执行用户程序的main方法时会初始化SparkContext,初始化SparkContext时在其构造函数中,会创建TaskScheduler,然后调用TaskScheduler的postStartHook()方法将SparkContext自身又返回给到ApplicationMaster中,方便后续的调用,源码如下:
// SparkContext init
val (sched, ts) = SparkContext.createTaskScheduler(this, master, deployMode)
_schedulerBackend = sched
_taskScheduler = ts
......
_taskScheduler.postStartHook()
// YarnClusterScheduler
override def postStartHook() {
ApplicationMaster.sparkContextInitialized(sc)
super.postStartHook()
logInfo("YarnClusterScheduler.postStartHook done")
}
// ApplicationMaster
private[spark] def sparkContextInitialized(sc: SparkContext): Unit = {
master.sparkContextInitialized(sc)
}
private def sparkContextInitialized(sc: SparkContext) = {
sparkContextPromise.synchronized {
// Notify runDriver function that SparkContext is available
sparkContextPromise.success(sc)
// Pause the user class thread in order to make proper initialization in runDriver function.
sparkContextPromise.wait()
}
}
createAllocator方法
createAllocator方法是Driver用于向yarn通信申请资源并在申请的容器中运行Executor,接下来我们看看他是如何实现的,由于createAllocator方法中的调用栈太深,所以精简下createAllocator方法的调用,createAllocator方法的简略源码如下:
private def createAllocator(driverRef: RpcEndpointRef, _sparkConf: SparkConf): Unit = {
val appId = client.getAttemptId().getApplicationId().toString()
val driverUrl = RpcEndpointAddress(driverRef.address.host, driverRef.address.port,
CoarseGrainedSchedulerBackend.ENDPOINT_NAME).toString
// 获取YarnAllocator,通过YarnAllocator与yarn通讯
allocator = client.createAllocator(
yarnConf,
_sparkConf,
driverUrl,
driverRef,
securityMgr,
localResources)
credentialRenewer.foreach(_.setDriverRef(driverRef))

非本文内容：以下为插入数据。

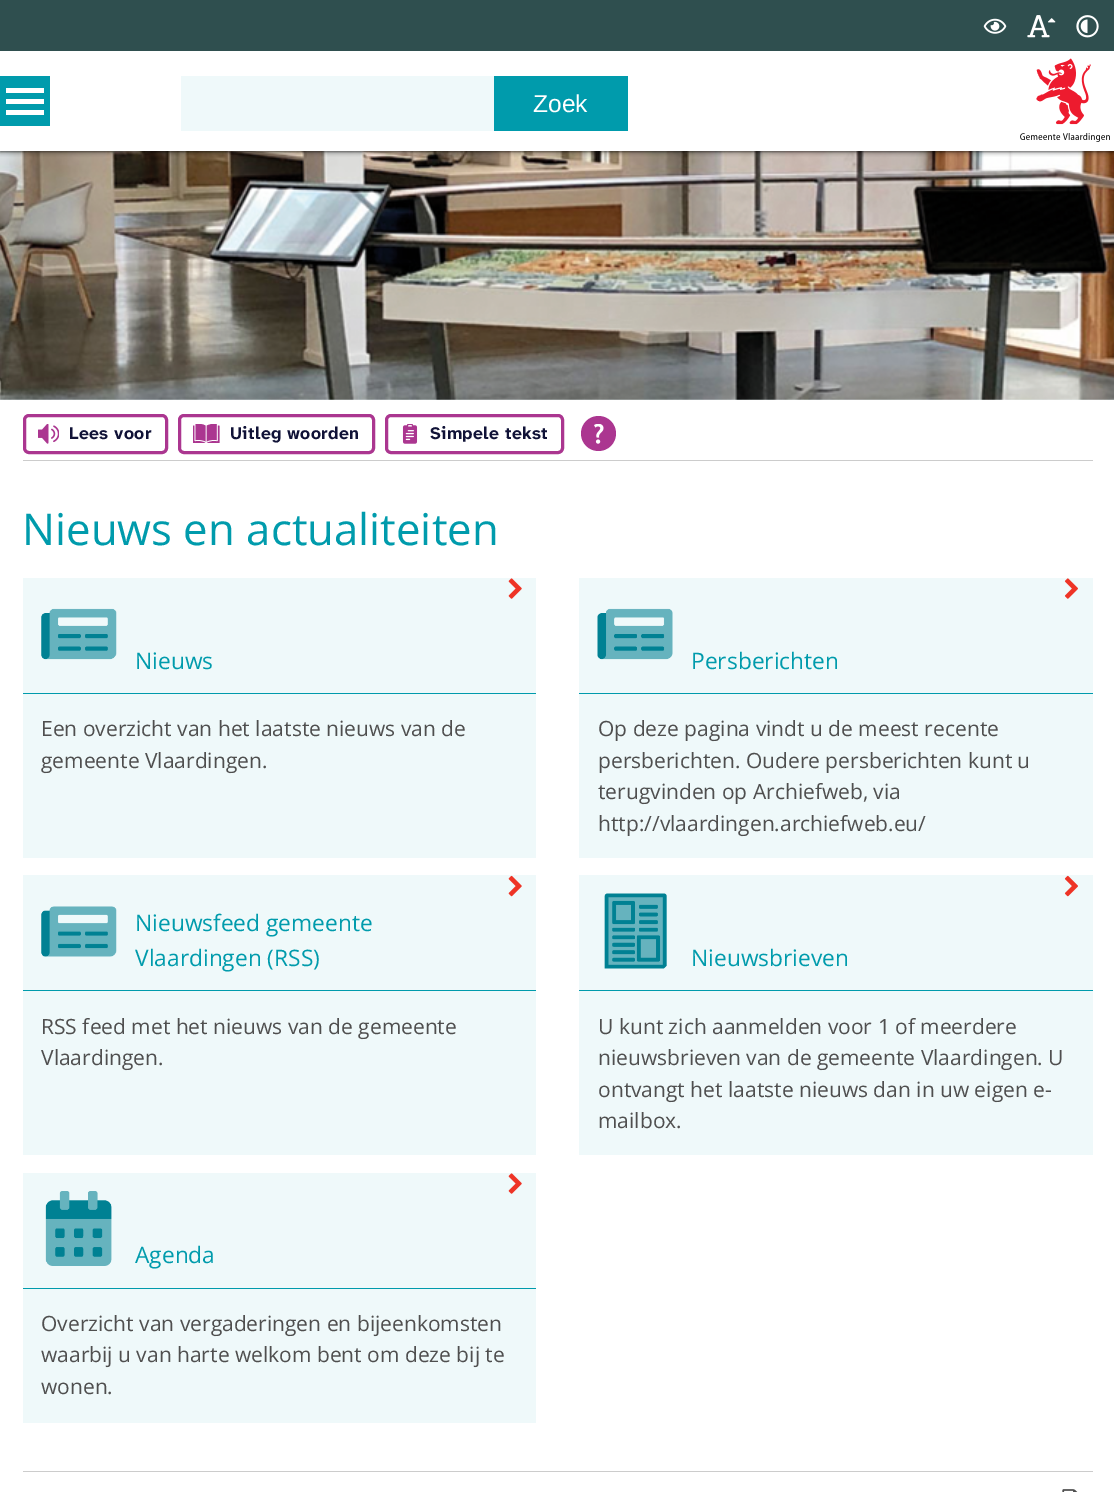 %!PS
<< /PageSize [1114 1492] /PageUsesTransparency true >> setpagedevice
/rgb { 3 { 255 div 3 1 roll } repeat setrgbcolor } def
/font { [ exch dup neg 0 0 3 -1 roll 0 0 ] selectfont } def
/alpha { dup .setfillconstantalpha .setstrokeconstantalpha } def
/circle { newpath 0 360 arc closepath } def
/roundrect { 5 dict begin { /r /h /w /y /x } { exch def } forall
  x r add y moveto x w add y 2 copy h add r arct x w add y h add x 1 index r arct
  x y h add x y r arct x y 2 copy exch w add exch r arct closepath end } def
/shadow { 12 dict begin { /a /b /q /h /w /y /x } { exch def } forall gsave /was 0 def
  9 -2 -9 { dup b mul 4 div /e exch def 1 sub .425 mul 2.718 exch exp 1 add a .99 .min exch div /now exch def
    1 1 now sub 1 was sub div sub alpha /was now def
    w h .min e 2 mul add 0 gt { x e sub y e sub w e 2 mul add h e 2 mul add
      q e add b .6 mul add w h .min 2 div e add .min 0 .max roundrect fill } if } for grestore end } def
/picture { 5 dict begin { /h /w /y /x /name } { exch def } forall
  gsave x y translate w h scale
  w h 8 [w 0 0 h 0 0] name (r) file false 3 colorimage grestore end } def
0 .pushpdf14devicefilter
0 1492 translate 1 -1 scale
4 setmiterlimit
255 255 255 rgb
0 0 1114 1492 rectfill
(img/5.rgb) 0 151 1114 249 picture
0 0 0 rgb
0 0 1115 151 0 2.5 1 shadow
255 255 255 rgb
0 51 1114 100 rectfill
47 79 79 rgb
0 0 1114 51 rectfill
(img/1.rgb) 983 18 24 16 picture
(img/2.rgb) 1027 15 29 23 picture
(img/3.rgb) 1076 15 23 23 picture
239 249 250 rgb
181 76 313 55 rectfill
0 155 172 rgb
494 76 134 55 rectfill
(img/4.rgb) 1020 58 90 84 picture
[
  [0 76 50 50 0 155 172]
  [6 110 38 5 255 255 255]
  [6 99 38 5 255 255 255]
  [6 88 38 5 255 255 255]
  [23 460 1070 1 204 204 204]
] { aload pop rgb rectfill } forall
171 54 144 rgb
3 setlinewidth
24.5 415.5 142 37 4.5 roundrect stroke
(img/6.rgb) 38 424 21 20 picture
179.5 415.5 194 37 4.5 roundrect stroke
(img/7.rgb) 193 424 27 19 picture
386.5 415.5 176 37 4.5 roundrect stroke
(img/8.rgb) 402 424 16 20 picture
598.5 433.5 17.5 circle fill
(img/9.rgb) 594 424 10 20 picture
239 249 250 rgb
23 578 513 280 rectfill
(img/10.rgb) 508 578 14 21 picture
0 155 172 rgb
23 693 513 1 rectfill
(img/11.rgb) 41 608 76 52 picture
239 249 250 rgb
579 578 514 280 rectfill
(img/12.rgb) 1064 578 14 21 picture
0 155 172 rgb
579 693 514 1 rectfill
(img/13.rgb) 597 608 76 52 picture
239 249 250 rgb
23 875 513 280 rectfill
(img/14.rgb) 508 875 14 22 picture
0 155 172 rgb
23 990 513 1 rectfill
(img/15.rgb) 41 906 76 51 picture
239 249 250 rgb
579 875 514 280 rectfill
(img/16.rgb) 1064 875 14 22 picture
0 155 172 rgb
579 990 514 1 rectfill
(img/17.rgb) 604 893 63 76 picture
239 249 250 rgb
23 1173 513 250 rectfill
(img/10.rgb) 508 1173 14 21 picture
0 155 172 rgb
23 1288 513 1 rectfill
(img/18.rgb) 45 1191 67 75 picture
204 204 204 rgb
23 1471 1070 1 rectfill
(img/19.rgb) 1062 1489 16 3 picture
/LiberationSans-Regular 24.5 font
255 255 255 rgb
533 112 moveto (Zoek) show
/AtkinsonHyperlegibleNext-Bold 17.5 font
16 18 55 rgb
69 439 moveto 0.3 0 (Lees voor) ashow
230 439 moveto 0.3 0 (Uitleg woorden) ashow
430 439 moveto 0.3 0 (Simpele tekst) ashow
/OpenSans-Regular 43.75 font
0 155 172 rgb
22 545 moveto (Nieuws en actualiteiten) show
/OpenSans-Regular 22.75 font
135 669 moveto (Nieuws) show
/OpenSans-Regular 21 font
79 79 79 rgb
41 736 moveto (Een overzicht van het laatste nieuws van de) show
41 768 moveto (gemeente Vlaardingen.) show
/OpenSans-Regular 22.75 font
0 155 172 rgb
691 669 moveto (Persberichten) show
/OpenSans-Regular 21 font
79 79 79 rgb
[
  [(Op deze pagina vindt u de meest recente) 598 736]
  [(persberichten. Oudere persberichten kunt u) 598 768]
  [(terugvinden op Archiefweb, via) 598 799]
  [(http://vlaardingen.archiefweb.eu/) 598 831]
] { aload pop moveto show } forall
/OpenSans-Regular 22.75 font
0 155 172 rgb
135 931 moveto (Nieuwsfeed gemeente) show
135 966 moveto (Vlaardingen \(RSS\)) show
/OpenSans-Regular 21 font
79 79 79 rgb
41 1034 moveto (RSS feed met het nieuws van de gemeente) show
41 1065 moveto (Vlaardingen.) show
/OpenSans-Regular 22.75 font
0 155 172 rgb
691 966 moveto (Nieuwsbrieven) show
/OpenSans-Regular 21 font
79 79 79 rgb
[
  [(U kunt zich aanmelden voor 1 of meerdere) 598 1034]
  [(nieuwsbrieven van de gemeente Vlaardingen. U) 598 1065]
  [(ontvangt het laatste nieuws dan in uw eigen e-) 598 1097]
  [(mailbox.) 598 1128]
] { aload pop moveto show } forall
/OpenSans-Regular 22.75 font
0 155 172 rgb
135 1263 moveto (Agenda) show
/OpenSans-Regular 21 font
79 79 79 rgb
[
  [(Overzicht van vergaderingen en bijeenkomsten) 41 1331]
  [(waarbij u van harte welkom bent om deze bij te) 41 1362]
  [(wonen.) 41 1394]
] { aload pop moveto show } forall
.poppdf14devicefilter showpage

rpcEnv.setupEndpoint("YarnAM", new AMEndpoint(rpcEnv, driverRef))
// 资源申请
allocator.allocateResources()
...
}
def allocateResources(): Unit = synchronized {
updateResourceRequests()
val progressIndicator = 0.1f
val allocateResponse = amClient.allocate(progressIndicator)
val allocatedContainers = allocateResponse.getAllocatedContainers()
allocatorBlacklistTracker.setNumClusterNodes(allocateResponse.getNumClusterNodes)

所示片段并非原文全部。